New Honda HR-V vs Nissan Qashqai: costs
The growing family SUV class found its genesis in the Nissan Qashqai, but now the latest evolution faces pressure from the new Honda HR-V...
Buying and owning
Costs, equipment, reliability, safety and security
In the range-topping trims we’re testing, the Nissan Qashqai is pricier than the Honda HR-V to the tune of almost £5000. However, that gap shrinks when you factor in discounts; while dealers won't give you anything off the HR-V at the moment, Nissan dealers will already knock £2715 off the latest Qashqai. You can also use our New Car Buying service to find great deals on both the HR-V and Qashqai.
The Qashqai also sits in a lower insurance group, but the HR-V counters with cheaper servicing, slightly stronger predicted resale values and much greater efficiency. Indeed, it averaged 48.4mpg on our fuel economy test loop, compared with the Qashqai’s 33.6mpg.
If you add up all of the costs that a private cash buyer can expect to face over a three-year, 36,000-mile ownership period, choosing the HR-V over the Qashqai is likely to save you just over £3000.
What’s more, it’s a similar story if you take out a PCP finance deal, instead of buying outright. Put down a £3000 deposit and sign up to a four-year contract with a 10,000-mile annual limit and the Qashqai will set you back £459 per month – £69 more than an HR-V on the same terms.
As for which makes the cheaper company car, it’s a difference of around £160 per month in favour of the HR-V when you look at benefit-in-kind tax.

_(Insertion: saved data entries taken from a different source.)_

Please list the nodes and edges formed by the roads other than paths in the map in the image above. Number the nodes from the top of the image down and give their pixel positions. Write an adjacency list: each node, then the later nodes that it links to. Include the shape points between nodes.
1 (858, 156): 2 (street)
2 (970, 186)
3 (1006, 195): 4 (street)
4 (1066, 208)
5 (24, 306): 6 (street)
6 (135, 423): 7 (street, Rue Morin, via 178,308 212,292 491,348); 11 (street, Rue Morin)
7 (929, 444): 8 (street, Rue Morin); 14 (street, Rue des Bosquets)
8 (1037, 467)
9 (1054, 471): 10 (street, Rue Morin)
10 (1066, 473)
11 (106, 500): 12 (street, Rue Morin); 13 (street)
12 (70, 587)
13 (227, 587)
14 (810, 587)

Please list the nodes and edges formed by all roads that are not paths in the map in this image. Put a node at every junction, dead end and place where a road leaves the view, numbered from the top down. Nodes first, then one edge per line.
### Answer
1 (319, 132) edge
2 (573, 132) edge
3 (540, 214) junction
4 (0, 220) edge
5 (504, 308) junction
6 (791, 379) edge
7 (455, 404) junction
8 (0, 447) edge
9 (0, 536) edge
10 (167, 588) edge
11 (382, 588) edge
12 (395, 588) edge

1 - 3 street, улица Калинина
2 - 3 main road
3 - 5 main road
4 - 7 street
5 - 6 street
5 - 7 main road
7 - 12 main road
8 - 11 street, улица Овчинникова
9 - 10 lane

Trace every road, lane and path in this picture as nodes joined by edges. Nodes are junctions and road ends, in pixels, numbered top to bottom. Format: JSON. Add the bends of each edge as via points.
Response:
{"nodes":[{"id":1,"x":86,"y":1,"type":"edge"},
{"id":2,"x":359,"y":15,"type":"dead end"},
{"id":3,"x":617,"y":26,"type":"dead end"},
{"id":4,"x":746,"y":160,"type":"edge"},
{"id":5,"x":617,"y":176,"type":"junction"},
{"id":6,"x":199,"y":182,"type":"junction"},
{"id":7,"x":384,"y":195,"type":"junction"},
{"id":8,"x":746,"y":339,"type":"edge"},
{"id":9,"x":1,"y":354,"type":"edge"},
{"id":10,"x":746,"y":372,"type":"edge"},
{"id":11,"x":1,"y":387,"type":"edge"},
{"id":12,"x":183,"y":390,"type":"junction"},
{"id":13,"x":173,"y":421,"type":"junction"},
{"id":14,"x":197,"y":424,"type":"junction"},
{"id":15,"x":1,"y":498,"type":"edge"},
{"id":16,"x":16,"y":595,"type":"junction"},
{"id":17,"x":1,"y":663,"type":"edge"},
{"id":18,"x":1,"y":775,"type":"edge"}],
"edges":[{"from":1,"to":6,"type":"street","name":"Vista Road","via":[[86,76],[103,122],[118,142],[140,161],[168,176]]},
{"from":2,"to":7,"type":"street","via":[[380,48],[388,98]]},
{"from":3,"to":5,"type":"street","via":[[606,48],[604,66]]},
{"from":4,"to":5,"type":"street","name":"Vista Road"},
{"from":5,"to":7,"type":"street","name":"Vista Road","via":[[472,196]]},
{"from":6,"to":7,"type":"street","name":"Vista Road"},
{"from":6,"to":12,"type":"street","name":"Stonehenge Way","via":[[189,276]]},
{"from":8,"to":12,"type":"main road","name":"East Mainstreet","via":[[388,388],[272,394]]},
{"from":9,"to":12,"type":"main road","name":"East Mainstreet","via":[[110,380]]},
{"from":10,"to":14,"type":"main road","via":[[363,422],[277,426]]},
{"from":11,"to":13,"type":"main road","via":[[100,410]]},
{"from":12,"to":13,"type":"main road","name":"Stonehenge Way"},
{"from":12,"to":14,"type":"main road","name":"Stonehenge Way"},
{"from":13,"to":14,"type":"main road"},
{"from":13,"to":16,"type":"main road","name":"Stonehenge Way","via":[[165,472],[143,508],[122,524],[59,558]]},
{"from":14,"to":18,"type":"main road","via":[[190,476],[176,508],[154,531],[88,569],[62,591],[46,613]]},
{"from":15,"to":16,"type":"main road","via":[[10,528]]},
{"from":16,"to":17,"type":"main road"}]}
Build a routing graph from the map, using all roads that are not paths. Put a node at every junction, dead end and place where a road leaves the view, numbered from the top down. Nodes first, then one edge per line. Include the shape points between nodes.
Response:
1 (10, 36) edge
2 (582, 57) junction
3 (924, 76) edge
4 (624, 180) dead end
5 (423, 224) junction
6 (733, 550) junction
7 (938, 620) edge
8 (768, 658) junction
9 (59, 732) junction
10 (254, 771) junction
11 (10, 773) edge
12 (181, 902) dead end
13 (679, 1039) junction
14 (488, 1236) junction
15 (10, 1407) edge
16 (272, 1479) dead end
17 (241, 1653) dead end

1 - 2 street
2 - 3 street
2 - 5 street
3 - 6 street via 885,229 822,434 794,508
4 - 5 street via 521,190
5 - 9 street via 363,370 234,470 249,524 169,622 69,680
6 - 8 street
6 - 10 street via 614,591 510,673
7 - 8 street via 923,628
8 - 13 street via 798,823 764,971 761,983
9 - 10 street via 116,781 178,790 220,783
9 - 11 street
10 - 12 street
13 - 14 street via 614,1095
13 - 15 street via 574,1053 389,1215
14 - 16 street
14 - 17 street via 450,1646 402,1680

Still, whichever contender you choose, you get a lot of luxuries for your money, including dual-zone climate control, ambient interior lighting and a heated steering wheel. Both cars come with heated front seats, too, although only the Qashqai’s can treat you to a massage as well.
Likewise, the list of safety kit that each comes with is comprehensive; lane-keeping assistance and blindspot monitoring are included, as is rear cross-traffic alert to prevent you from accidentally reversing into the path of a passing car.
These models are too new to have featured in the 2021 What Car? Reliability Survey, but Honda ranked 14th out of 30 brands, while Nissan was down in 27th.